The point is, opnsense already can do neighbor foo update-source <interface>, probably the change should be to change the interface dropdown to an ip address field or ip address dropdown. But then I just came here from the WG-carp PR and don't even have an opnsense dev environment right now.

AdSchellevis commented 1 year ago

Anything that more or less suggests it can cope with change (like a dropdown showing the currently configured addresses), shouldn't be accepted for this (or any) plugin. I don't mind if anyone wants to push a static ip, nobody just has been able to explain why one would prefer that over a nat rule, which is generic, works for all services and is able to cope with change.

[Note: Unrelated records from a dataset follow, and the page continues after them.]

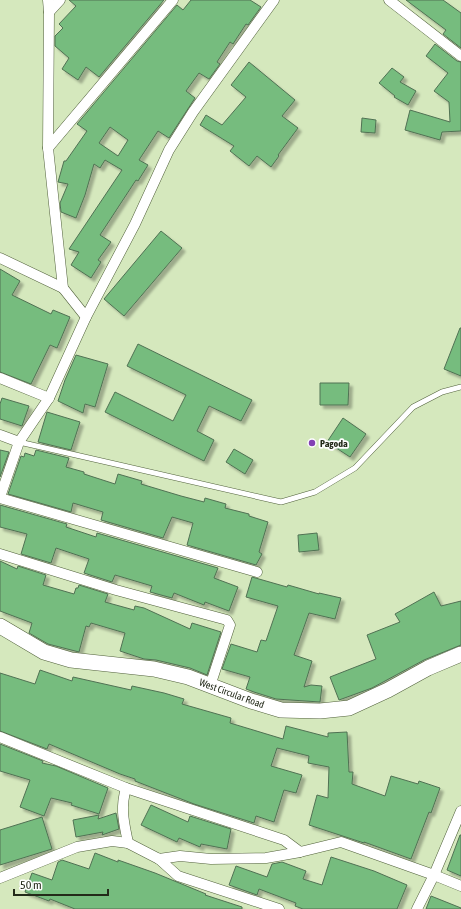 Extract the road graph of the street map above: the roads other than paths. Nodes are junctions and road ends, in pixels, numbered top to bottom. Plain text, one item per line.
1 (48, 0) edge
2 (60, 0) edge
3 (173, 0) edge
4 (389, 0) edge
5 (272, 1) edge
6 (49, 12) junction
7 (461, 56) edge
8 (48, 148) junction
9 (0, 258) edge
10 (63, 288) junction
11 (86, 317) junction
12 (0, 378) edge
13 (461, 387) edge
14 (49, 398) junction
15 (0, 435) edge
16 (19, 442) junction
17 (0, 497) edge
18 (0, 554) edge
19 (257, 572) dead end
20 (0, 626) edge
21 (461, 654) edge
22 (210, 686) junction
23 (0, 737) edge
24 (126, 788) junction
25 (461, 812) edge
26 (128, 843) junction
27 (300, 852) junction
28 (159, 860) junction
29 (434, 875) junction
30 (0, 878) edge
31 (461, 886) edge
32 (279, 909) edge
33 (417, 909) edge

1 - 6 street
2 - 6 street
3 - 8 street
4 - 7 street
5 - 11 street
6 - 8 street
8 - 10 street
9 - 10 street
10 - 11 street
11 - 14 street
12 - 14 street
13 - 16 lane
14 - 16 street
15 - 16 street
16 - 17 street
17 - 19 street
18 - 22 street
20 - 22 street, West Circular Road
21 - 22 street, West Circular Road
23 - 24 street
24 - 26 street
24 - 27 street
25 - 29 street
26 - 28 street
26 - 30 street
27 - 28 street
27 - 29 street
28 - 32 street
29 - 31 street
29 - 33 street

Setting a static address from the OS offers the same constraints as the translated one.

mimugmail commented 1 year ago

If this would be a closed source product and the software would set the nat automatically in the background like a just works solution, noone would have any concern :)

AdSchellevis commented 1 year ago

hehe, right, none of them is likely restarting services constantly when addresses change somewhere :)

zagi-tng commented 1 year ago

been able to explain why one would prefer that over a nat rule, which is generic,

IPv6

It has no NAT. Does not have to. On typical p2p link you get /64 CIDR. One of them is used for VIP - and that is what i want to use to start a bgp session towards my peer (isp) to whom i propagate my /48 prefix .

AdSchellevis commented 1 year ago

IPv6 ... It has no NAT. Does not have to. yes it does, maybe used for the exact same reasons, you just don't have to use private addresses internally.

I'm bailing out of this one, just mentioning design decisions should be made on proper grounds.